En effet, ce dont a le plus besoin la femme isolée, désireuse d’apporter dans sa vie le bénéfice d’un travail résolu, — ce qui lui est le plus nécessaire de trouver partout, c’est la confiance, c’est le respect. Or, ce n’est pas encore assez des vieilles suspicions laissées par des femmes d’un temps encore tout près de nous, pour qui la carrière était le prétexte et la séduction le moyen ; il lui faut encore franchir la zone du ridicule que les féministes entretiennent soigneusement autour de la question. Grâce à ce beau système, avant d’arriver à se faire prendre au sérieux, à trouver la considération tranquille dont elle veut qu’on use envers elle, la femme qui veut travailler a contre elle, chez nous, les hommes sceptiques et les amazones bruyantes. C’est trop, en vérité.

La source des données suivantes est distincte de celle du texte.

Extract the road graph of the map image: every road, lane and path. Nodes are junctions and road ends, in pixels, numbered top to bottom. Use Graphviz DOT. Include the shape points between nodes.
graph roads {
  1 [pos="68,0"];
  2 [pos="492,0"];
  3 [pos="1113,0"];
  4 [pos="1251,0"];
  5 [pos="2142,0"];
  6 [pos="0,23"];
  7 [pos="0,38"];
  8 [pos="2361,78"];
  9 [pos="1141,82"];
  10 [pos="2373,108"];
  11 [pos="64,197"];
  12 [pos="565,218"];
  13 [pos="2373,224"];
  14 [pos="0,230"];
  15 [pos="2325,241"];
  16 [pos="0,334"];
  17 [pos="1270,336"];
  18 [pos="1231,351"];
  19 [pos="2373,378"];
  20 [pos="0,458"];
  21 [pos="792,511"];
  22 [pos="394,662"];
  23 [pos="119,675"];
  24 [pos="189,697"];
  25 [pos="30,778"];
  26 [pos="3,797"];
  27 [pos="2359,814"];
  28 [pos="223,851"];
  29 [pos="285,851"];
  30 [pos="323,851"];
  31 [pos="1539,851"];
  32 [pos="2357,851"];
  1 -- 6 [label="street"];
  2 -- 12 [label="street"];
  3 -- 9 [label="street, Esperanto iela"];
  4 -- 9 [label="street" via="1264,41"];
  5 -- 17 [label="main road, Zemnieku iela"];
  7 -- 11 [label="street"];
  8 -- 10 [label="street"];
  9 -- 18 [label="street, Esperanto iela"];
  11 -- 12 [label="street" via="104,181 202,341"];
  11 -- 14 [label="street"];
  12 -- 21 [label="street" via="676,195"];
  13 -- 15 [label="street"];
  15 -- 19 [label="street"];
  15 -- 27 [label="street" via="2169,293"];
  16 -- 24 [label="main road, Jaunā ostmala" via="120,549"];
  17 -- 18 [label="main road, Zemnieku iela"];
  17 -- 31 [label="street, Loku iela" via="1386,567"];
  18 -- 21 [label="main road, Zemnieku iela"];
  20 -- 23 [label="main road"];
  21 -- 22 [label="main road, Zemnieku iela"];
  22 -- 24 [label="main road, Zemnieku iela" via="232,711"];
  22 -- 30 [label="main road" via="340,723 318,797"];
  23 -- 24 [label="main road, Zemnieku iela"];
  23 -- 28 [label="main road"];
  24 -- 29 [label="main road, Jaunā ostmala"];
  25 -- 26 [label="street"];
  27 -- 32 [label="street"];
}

Et ceci augmente, justifie cela. — Hélas, nos plus pressantes instances n’obtiendront jamais qu’elles se tiennent tranquilles, qu’elles laissent à l’évolution féminine, étroitement liée à l’évolution sociale démocratique, le temps et la paix nécessaires à tout progrès.

Alors ? Alors résignons-nous à vivre avec le mal qu’elles nous font, et à prouver le mouvement tel que nous le savons possible, en marchant, sans défaillance comme sans précipitation, sur la route très large qui nous est ouverte.

L’impulsion bonne est donnée par le souci d’éducation qu’ont fait prévaloir les Legouvé, les Camille Sée, les Gréard.

Non que l’idéal sur ce point soit atteint : mais le fait même d’avoir reconnu la nécessité d’éclairer l’esprit féminin est une sûreté pour l’avenir. Nous y prenons le droit d’espérer, en somme et malgré tout, que la France donnera en cette matière encore la note précise de la mesure et du goût sage. Par cela seul que les femmes seront plus instruites, elles prendront une plus juste appréciation des choses : et quand elles auront toutes reçu l’éducation rationnelle et intégrale, elles ne concevront rien de plus noble ni de plus grand que leur rôle dans la famille ; et elles s’y tiendront jalousement, tout en se tenant prêtes à suppléer l’homme, si celui-ci manque aux siens. Seul, en effet, un désastre justifiera pour la femme son isolement, et elle ne le considérera que comme un cas exceptionnel, — non comme la situation normale, ainsi qu’on voudrait en ce moment l’affirmer.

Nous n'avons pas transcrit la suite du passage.